#### Input data ####

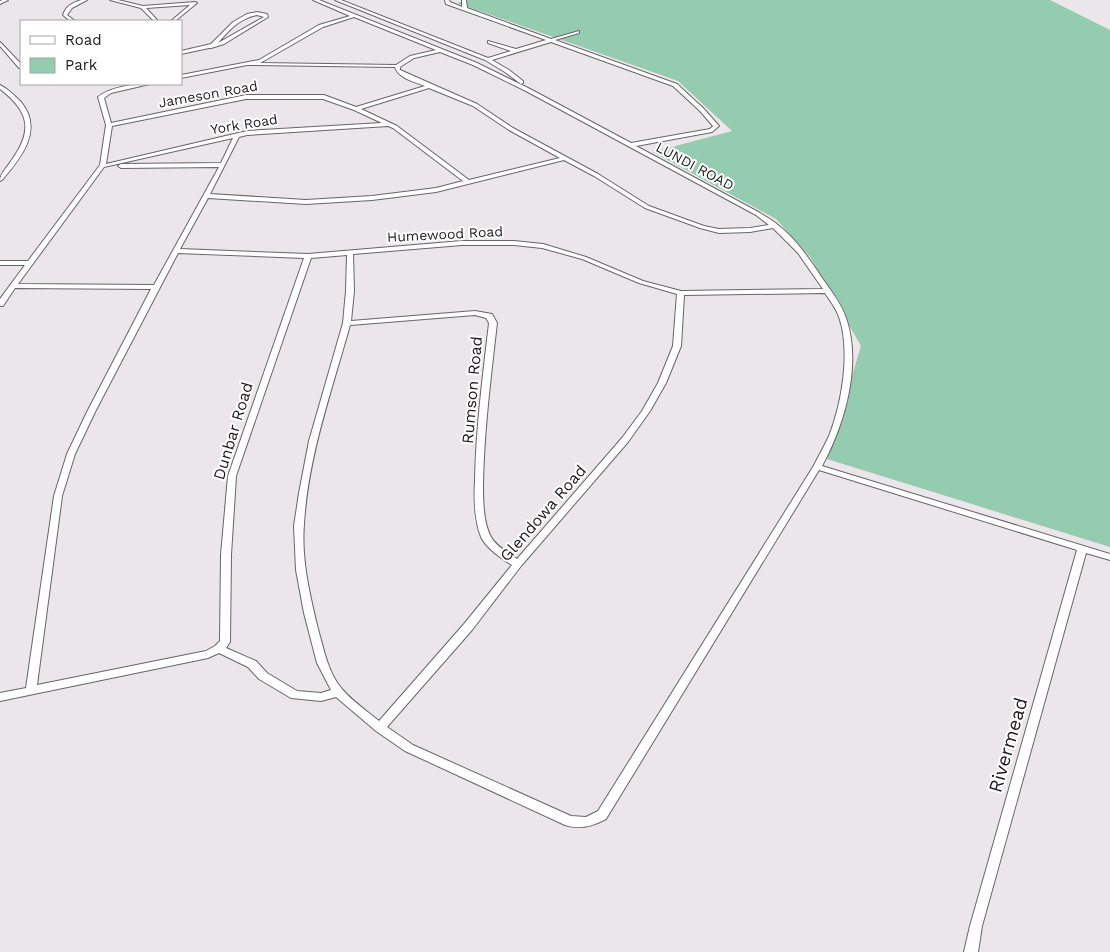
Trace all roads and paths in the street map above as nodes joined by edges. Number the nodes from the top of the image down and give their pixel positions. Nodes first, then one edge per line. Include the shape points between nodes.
1 (6, 0) edge
2 (85, 0) edge
3 (112, 0) edge
4 (205, 0) edge
5 (315, 0) edge
6 (337, 0) edge
7 (447, 0) edge
8 (464, 0) edge
9 (0, 3) edge
10 (195, 3) junction
11 (143, 6) junction
12 (465, 10) junction
13 (368, 12) junction
14 (353, 16) junction
15 (71, 20) edge
16 (155, 20) edge
17 (174, 20) edge
18 (417, 31) junction
19 (577, 32) dead end
20 (402, 35) junction
21 (550, 40) junction
22 (490, 42) dead end
23 (0, 43) edge
24 (454, 46) junction
25 (211, 47) junction
26 (440, 50) junction
27 (516, 51) junction
28 (182, 53) edge
29 (488, 60) junction
30 (247, 64) junction
31 (474, 64) junction
32 (20, 66) edge
33 (397, 66) junction
34 (182, 77) edge
35 (143, 85) edge
36 (428, 86) junction
37 (0, 87) edge
38 (528, 90) junction
39 (356, 109) junction
40 (389, 124) junction
41 (109, 125) junction
42 (237, 135) junction
43 (630, 145) junction
44 (565, 158) junction
45 (105, 166) junction
46 (223, 166) junction
47 (0, 179) edge
48 (468, 182) junction
49 (208, 196) junction
50 (776, 226) junction
51 (177, 250) junction
52 (350, 253) junction
53 (308, 256) junction
54 (0, 263) edge
55 (30, 263) junction
56 (13, 286) junction
57 (156, 288) junction
58 (827, 291) junction
59 (681, 293) junction
60 (0, 304) edge
61 (347, 323) junction
62 (817, 467) junction
63 (1082, 549) junction
64 (1110, 558) edge
65 (518, 564) junction
66 (219, 649) junction
67 (31, 690) junction
68 (338, 692) junction
69 (0, 697) edge
70 (380, 728) junction
71 (971, 952) edge

1 - 9 street
2 - 15 street via 66,11 65,15
3 - 11 street
4 - 10 street
5 - 14 street, LUNDI ROAD
6 - 13 street, LUNDI ROAD
7 - 12 street
8 - 12 street
10 - 11 street
10 - 17 street
11 - 16 street
12 - 21 street
13 - 14 street
13 - 18 street, LUNDI ROAD
14 - 20 street, LUNDI ROAD
14 - 30 street via 321,26 268,58
18 - 20 street
18 - 24 street, LUNDI ROAD
19 - 21 street
20 - 26 street, LUNDI ROAD
21 - 27 street
21 - 43 street via 677,86 716,126 712,130
22 - 27 street
23 - 32 street
24 - 26 street
24 - 29 street, LUNDI ROAD
25 - 25 street via 243,16 265,15 230,39
25 - 28 street
26 - 31 street, LUNDI ROAD
26 - 33 street via 412,57
27 - 29 street
29 - 31 street
29 - 38 street, LUNDI ROAD via 507,71
30 - 33 street
30 - 34 street
31 - 38 street, LUNDI ROAD
33 - 36 street via 402,74
35 - 41 street via 101,97
36 - 39 street
36 - 44 street via 475,105
37 - 47 street via 21,104 28,129 24,147
38 - 43 street, LUNDI ROAD
39 - 40 street, Jameson Road
39 - 41 street, Jameson Road via 324,97 259,95
40 - 42 street, York Road
40 - 48 street, Jameson Road
41 - 45 street
42 - 45 street, York Road
42 - 46 street
43 - 50 street, LUNDI ROAD
44 - 48 street
44 - 50 street via 648,207 702,227 735,231
45 - 46 street
45 - 55 street
46 - 49 street
48 - 49 street via 407,195 320,202
49 - 51 street
50 - 58 street, LUNDI ROAD via 806,258
51 - 53 street, Humewood Road
51 - 57 street
52 - 53 street, Humewood Road
52 - 59 street, Humewood Road via 487,242 543,246
52 - 61 street, LUNDI ROAD
53 - 66 street, Dunbar Road via 232,476 226,555 225,642
54 - 55 street
55 - 56 street
56 - 57 street
56 - 60 street
57 - 67 street via 71,454 58,496
58 - 59 street, Humewood Road
58 - 62 street, LUNDI ROAD via 846,330 847,370 841,412
59 - 65 street, Glendowa Road via 677,346 656,395 624,440
61 - 65 street, Rumson Road via 475,313 489,316 493,323 479,505 487,538
61 - 68 street, LUNDI ROAD via 313,441 299,526 301,570 309,613 322,663
62 - 63 street
62 - 70 street, LUNDI ROAD via 602,815 594,820 569,821 409,748
63 - 64 street
63 - 71 street, Rivermead
65 - 70 street, Glendowa Road
66 - 67 street via 208,654
66 - 68 street via 252,664 275,685 295,695 321,697
67 - 69 street
68 - 70 street, LUNDI ROAD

####

What is required => A verbatim copy of every entry is wanted; the pictures stay out of it.

Completed exercise =>
Trace all roads and paths in the street map above as nodes joined by edges. Number the nodes from the top of the image down and give their pixel positions. Nodes first, then one edge per line. Include the shape points between nodes.
1 (6, 0) edge
2 (85, 0) edge
3 (112, 0) edge
4 (205, 0) edge
5 (315, 0) edge
6 (337, 0) edge
7 (447, 0) edge
8 (464, 0) edge
9 (0, 3) edge
10 (195, 3) junction
11 (143, 6) junction
12 (465, 10) junction
13 (368, 12) junction
14 (353, 16) junction
15 (71, 20) edge
16 (155, 20) edge
17 (174, 20) edge
18 (417, 31) junction
19 (577, 32) dead end
20 (402, 35) junction
21 (550, 40) junction
22 (490, 42) dead end
23 (0, 43) edge
24 (454, 46) junction
25 (211, 47) junction
26 (440, 50) junction
27 (516, 51) junction
28 (182, 53) edge
29 (488, 60) junction
30 (247, 64) junction
31 (474, 64) junction
32 (20, 66) edge
33 (397, 66) junction
34 (182, 77) edge
35 (143, 85) edge
36 (428, 86) junction
37 (0, 87) edge
38 (528, 90) junction
39 (356, 109) junction
40 (389, 124) junction
41 (109, 125) junction
42 (237, 135) junction
43 (630, 145) junction
44 (565, 158) junction
45 (105, 166) junction
46 (223, 166) junction
47 (0, 179) edge
48 (468, 182) junction
49 (208, 196) junction
50 (776, 226) junction
51 (177, 250) junction
52 (350, 253) junction
53 (308, 256) junction
54 (0, 263) edge
55 (30, 263) junction
56 (13, 286) junction
57 (156, 288) junction
58 (827, 291) junction
59 (681, 293) junction
60 (0, 304) edge
61 (347, 323) junction
62 (817, 467) junction
63 (1082, 549) junction
64 (1110, 558) edge
65 (518, 564) junction
66 (219, 649) junction
67 (31, 690) junction
68 (338, 692) junction
69 (0, 697) edge
70 (380, 728) junction
71 (971, 952) edge

1 - 9 street
2 - 15 street via 66,11 65,15
3 - 11 street
4 - 10 street
5 - 14 street, LUNDI ROAD
6 - 13 street, LUNDI ROAD
7 - 12 street
8 - 12 street
10 - 11 street
10 - 17 street
11 - 16 street
12 - 21 street
13 - 14 street
13 - 18 street, LUNDI ROAD
14 - 20 street, LUNDI ROAD
14 - 30 street via 321,26 268,58
18 - 20 street
18 - 24 street, LUNDI ROAD
19 - 21 street
20 - 26 street, LUNDI ROAD
21 - 27 street
21 - 43 street via 677,86 716,126 712,130
22 - 27 street
23 - 32 street
24 - 26 street
24 - 29 street, LUNDI ROAD
25 - 25 street via 243,16 265,15 230,39
25 - 28 street
26 - 31 street, LUNDI ROAD
26 - 33 street via 412,57
27 - 29 street
29 - 31 street
29 - 38 street, LUNDI ROAD via 507,71
30 - 33 street
30 - 34 street
31 - 38 street, LUNDI ROAD
33 - 36 street via 402,74
35 - 41 street via 101,97
36 - 39 street
36 - 44 street via 475,105
37 - 47 street via 21,104 28,129 24,147
38 - 43 street, LUNDI ROAD
39 - 40 street, Jameson Road
39 - 41 street, Jameson Road via 324,97 259,95
40 - 42 street, York Road
40 - 48 street, Jameson Road
41 - 45 street
42 - 45 street, York Road
42 - 46 street
43 - 50 street, LUNDI ROAD
44 - 48 street
44 - 50 street via 648,207 702,227 735,231
45 - 46 street
45 - 55 street
46 - 49 street
48 - 49 street via 407,195 320,202
49 - 51 street
50 - 58 street, LUNDI ROAD via 806,258
51 - 53 street, Humewood Road
51 - 57 street
52 - 53 street, Humewood Road
52 - 59 street, Humewood Road via 487,242 543,246
52 - 61 street, LUNDI ROAD
53 - 66 street, Dunbar Road via 232,476 226,555 225,642
54 - 55 street
55 - 56 street
56 - 57 street
56 - 60 street
57 - 67 street via 71,454 58,496
58 - 59 street, Humewood Road
58 - 62 street, LUNDI ROAD via 846,330 847,370 841,412
59 - 65 street, Glendowa Road via 677,346 656,395 624,440
61 - 65 street, Rumson Road via 475,313 489,316 493,323 479,505 487,538
61 - 68 street, LUNDI ROAD via 313,441 299,526 301,570 309,613 322,663
62 - 63 street
62 - 70 street, LUNDI ROAD via 602,815 594,820 569,821 409,748
63 - 64 street
63 - 71 street, Rivermead
65 - 70 street, Glendowa Road
66 - 67 street via 208,654
66 - 68 street via 252,664 275,685 295,695 321,697
67 - 69 street
68 - 70 street, LUNDI ROAD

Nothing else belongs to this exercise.